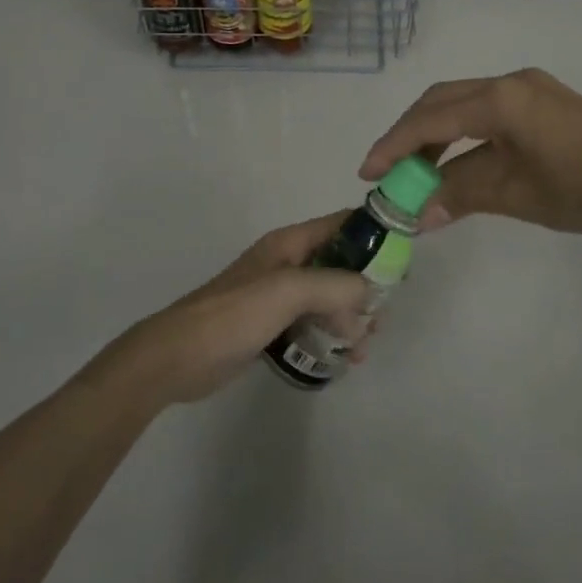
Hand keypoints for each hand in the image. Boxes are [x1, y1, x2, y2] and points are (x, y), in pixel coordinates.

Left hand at [119, 213, 372, 403]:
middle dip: (365, 286)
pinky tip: (343, 359)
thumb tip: (370, 291)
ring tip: (364, 346)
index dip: (374, 234)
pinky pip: (310, 324)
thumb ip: (334, 285)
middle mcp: (286, 264)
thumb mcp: (288, 291)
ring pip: (327, 298)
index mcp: (289, 244)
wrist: (177, 358)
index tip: (404, 256)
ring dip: (350, 317)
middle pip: (339, 264)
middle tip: (383, 316)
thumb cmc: (233, 315)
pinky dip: (330, 336)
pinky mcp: (269, 326)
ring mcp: (276, 296)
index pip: (341, 224)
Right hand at [361, 68, 581, 237]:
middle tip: (387, 170)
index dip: (394, 145)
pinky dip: (463, 133)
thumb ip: (460, 194)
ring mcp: (529, 87)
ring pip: (464, 102)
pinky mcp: (543, 100)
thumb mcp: (514, 193)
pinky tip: (458, 160)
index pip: (430, 119)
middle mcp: (509, 81)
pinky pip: (487, 110)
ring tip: (418, 170)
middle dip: (409, 134)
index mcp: (500, 99)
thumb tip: (417, 214)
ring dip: (436, 133)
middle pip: (441, 100)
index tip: (367, 173)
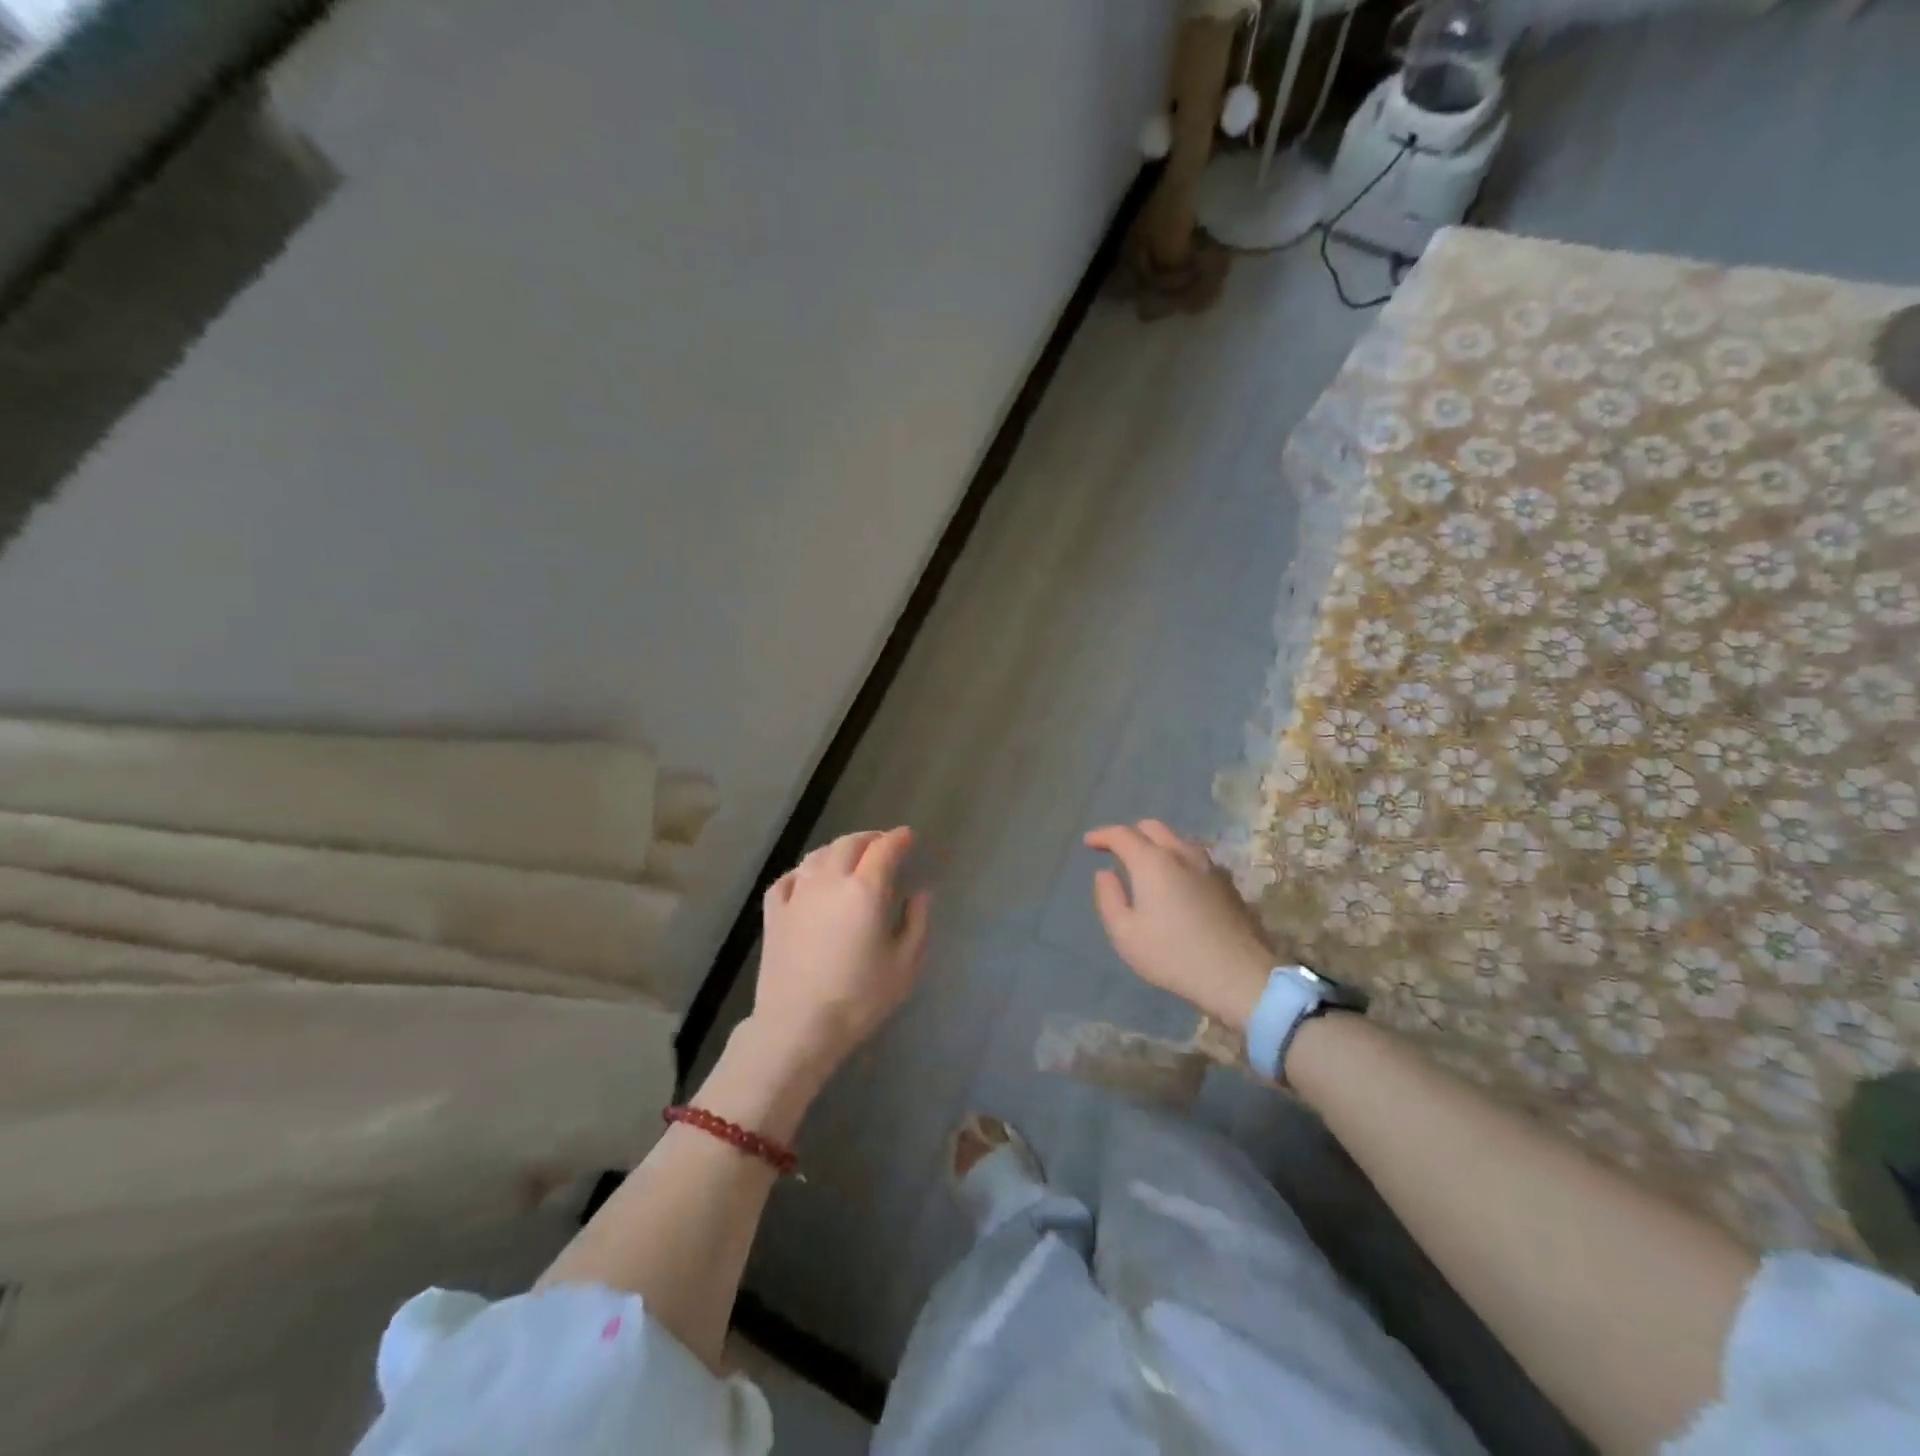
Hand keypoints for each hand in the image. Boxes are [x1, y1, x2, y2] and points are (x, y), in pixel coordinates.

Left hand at [755, 827, 931, 1076]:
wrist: (798, 1027)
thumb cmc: (859, 998)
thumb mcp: (905, 965)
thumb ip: (916, 922)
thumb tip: (919, 893)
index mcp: (865, 890)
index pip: (884, 849)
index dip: (898, 838)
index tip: (908, 837)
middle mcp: (829, 881)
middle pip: (849, 844)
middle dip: (870, 839)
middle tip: (882, 845)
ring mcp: (797, 894)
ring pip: (818, 855)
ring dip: (838, 850)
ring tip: (849, 858)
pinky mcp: (773, 913)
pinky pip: (789, 877)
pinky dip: (804, 870)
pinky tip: (808, 879)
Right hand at [1085, 820, 1272, 1028]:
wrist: (1238, 975)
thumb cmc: (1172, 955)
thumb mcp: (1125, 934)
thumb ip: (1109, 898)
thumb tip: (1105, 873)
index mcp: (1152, 862)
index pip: (1122, 834)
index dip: (1102, 835)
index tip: (1089, 843)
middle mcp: (1181, 854)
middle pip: (1152, 827)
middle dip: (1130, 833)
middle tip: (1117, 851)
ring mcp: (1209, 866)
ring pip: (1177, 839)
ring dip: (1157, 844)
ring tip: (1147, 865)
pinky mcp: (1227, 882)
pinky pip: (1195, 857)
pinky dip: (1178, 859)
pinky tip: (1177, 881)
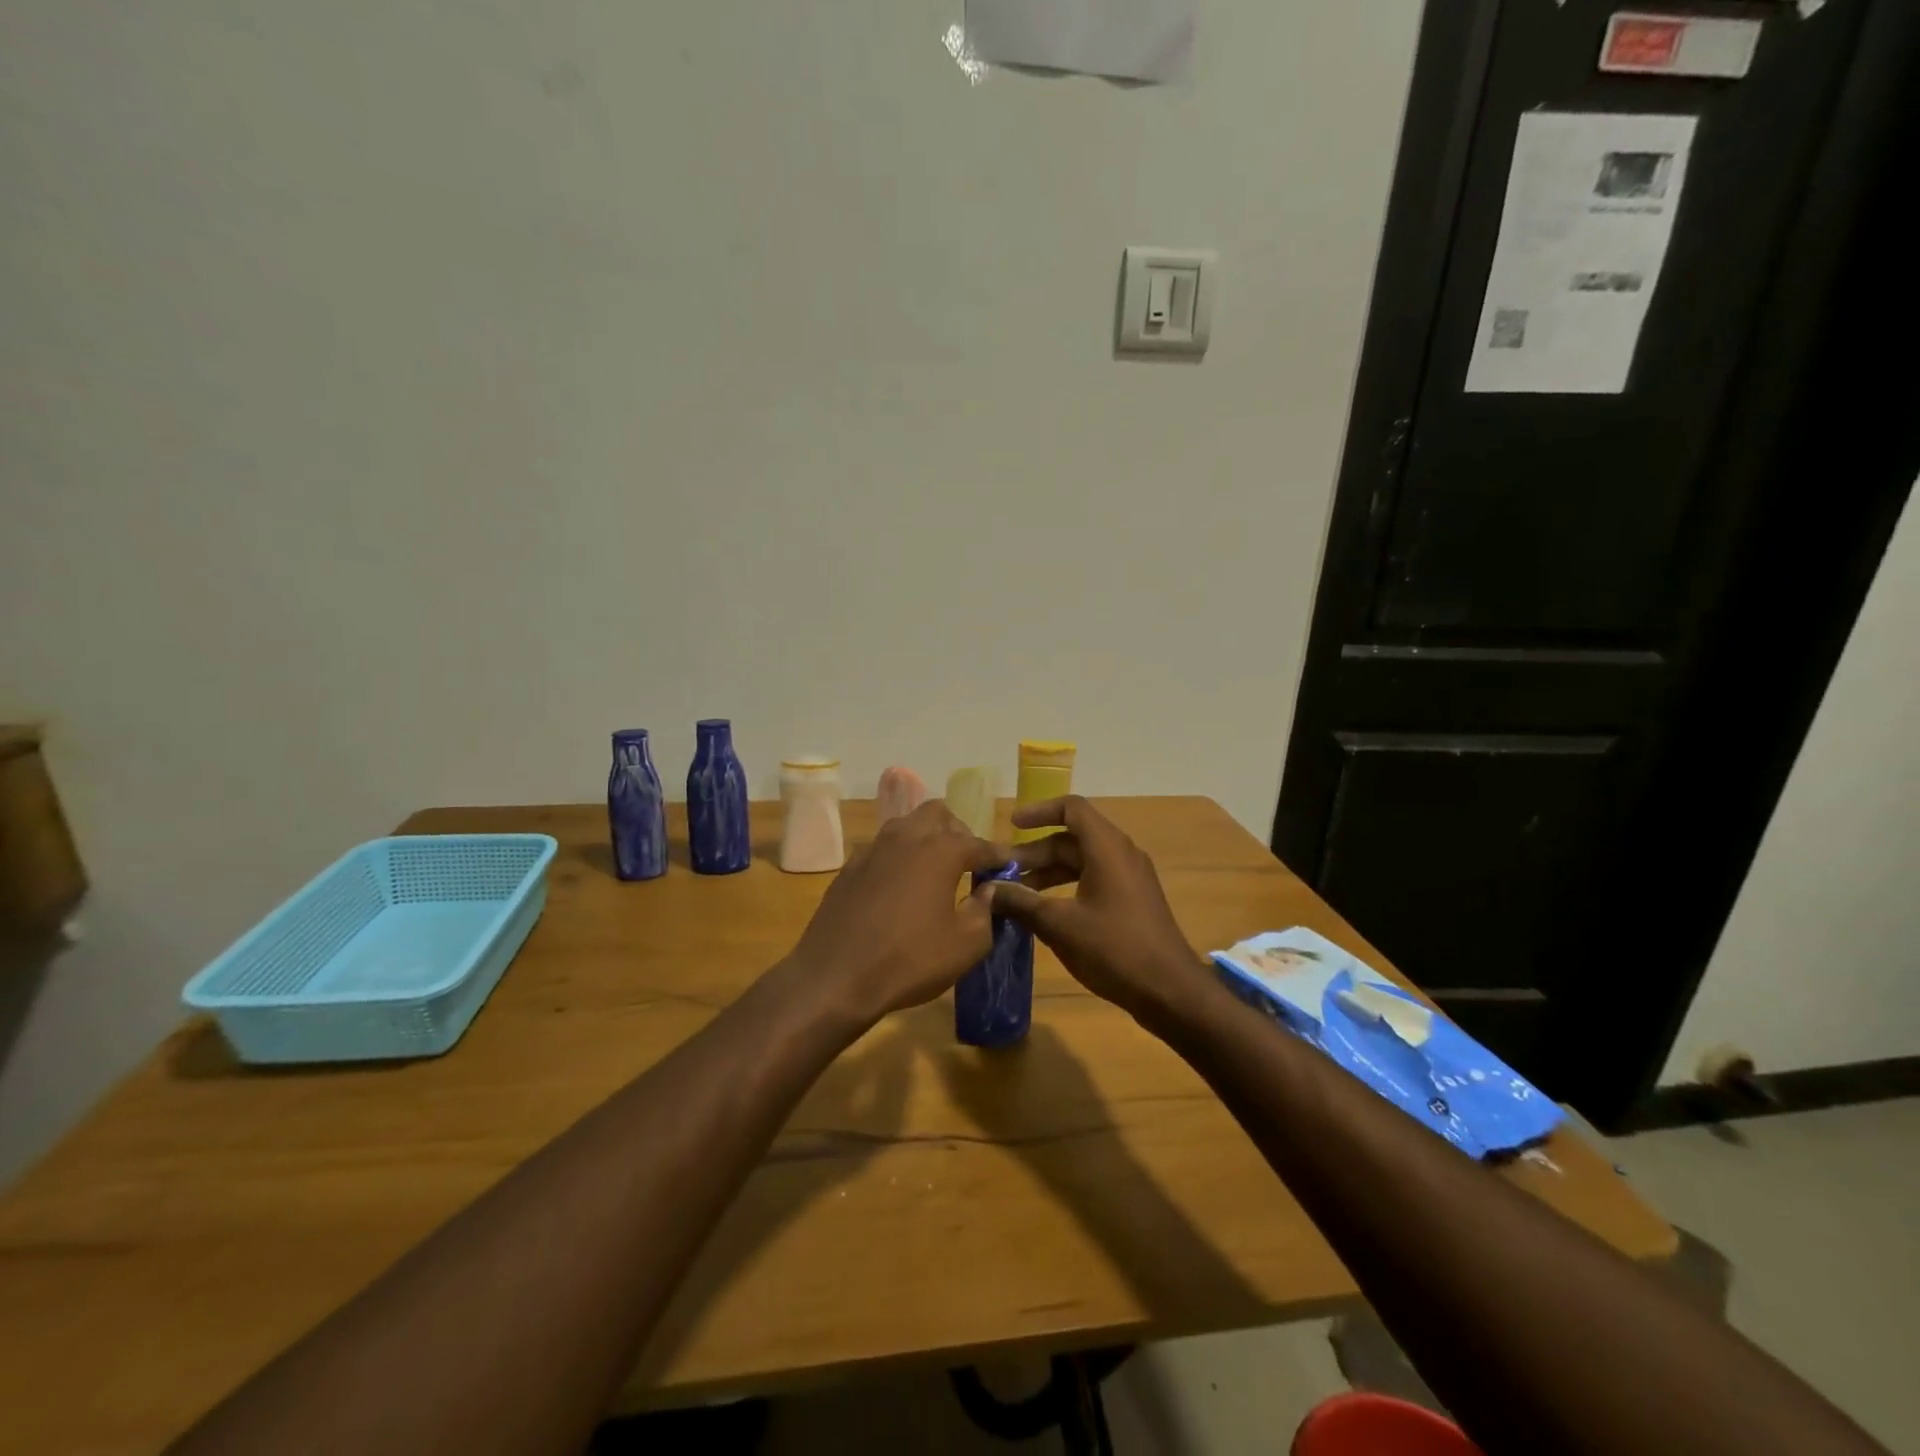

* _YOUR INSTRUCTIONS_
Output the listing above exactly, pictures omitted.

* _YOUR SOLUTION_
Hand keypoints for each hand in the image. Boxes are [x1, y1, x2, y2] and points are (x, y), in pixel coordinates.

Left hand at [119, 213, 372, 403]:
middle dip: (365, 286)
pinky tip: (343, 359)
thumb tip: (370, 291)
ring tip: (364, 346)
index dip: (374, 234)
pinky pip: (310, 324)
thumb ip: (334, 285)
middle mcp: (286, 264)
thumb mcp: (288, 291)
ring pip: (327, 298)
index mcp: (289, 244)
wrist: (177, 358)
index tip: (404, 256)
ring dip: (350, 317)
middle pip: (339, 264)
middle tip: (383, 316)
thumb cmc: (233, 315)
pinky dip: (330, 336)
pinky mcp: (269, 326)
ring mcp: (276, 296)
index pip: (341, 224)
Right hand at [361, 68, 581, 237]:
middle tip: (387, 170)
index dip: (394, 145)
pinky dip: (463, 133)
thumb ip: (460, 194)
ring mcp: (529, 87)
ring pip: (464, 102)
pinky mcp: (543, 100)
thumb mcp: (514, 193)
pinky tip: (458, 160)
index pip: (430, 119)
middle mcp: (509, 81)
pinky pip: (487, 110)
ring tip: (418, 170)
middle dip: (409, 134)
index mcp: (500, 99)
thumb tip: (417, 214)
ring dip: (436, 133)
middle pip: (441, 100)
index tip: (367, 173)
Hand keypoints for each hand in the image. Boxes are [x1, y1, x2, y2] and points are (x, y), in pixel coordinates.

Left hand at [755, 827, 931, 1076]:
wrist: (798, 1027)
thumb cmc: (859, 998)
thumb mcp: (905, 965)
thumb ip: (916, 922)
thumb tip: (919, 893)
index mcp: (865, 890)
index pip: (884, 849)
index dip: (898, 838)
index tip: (908, 837)
middle mcp: (829, 881)
middle pip: (849, 844)
middle dip: (870, 839)
middle tip: (882, 845)
ring mcp: (797, 894)
ring pip: (818, 855)
ring dip: (838, 850)
ring tip: (849, 858)
pinky mcp: (773, 913)
pinky pip: (789, 877)
pinky dip: (804, 870)
pinky tip: (808, 879)
Right hand at [1085, 820, 1272, 1028]:
wrist: (1238, 975)
thumb cmc: (1172, 955)
thumb mcp: (1125, 934)
thumb ip: (1109, 898)
thumb tip: (1105, 873)
index mcp: (1152, 862)
index pip: (1122, 834)
index dip: (1102, 835)
index tip: (1089, 843)
middle mcp: (1181, 854)
middle pip: (1152, 827)
middle dip: (1130, 833)
middle tip: (1117, 851)
ring mcp: (1209, 866)
ring pip: (1177, 839)
ring dip: (1157, 844)
ring tip: (1147, 865)
pinky mcp: (1227, 882)
pinky pip: (1195, 857)
pinky dip: (1178, 859)
pinky tip: (1177, 881)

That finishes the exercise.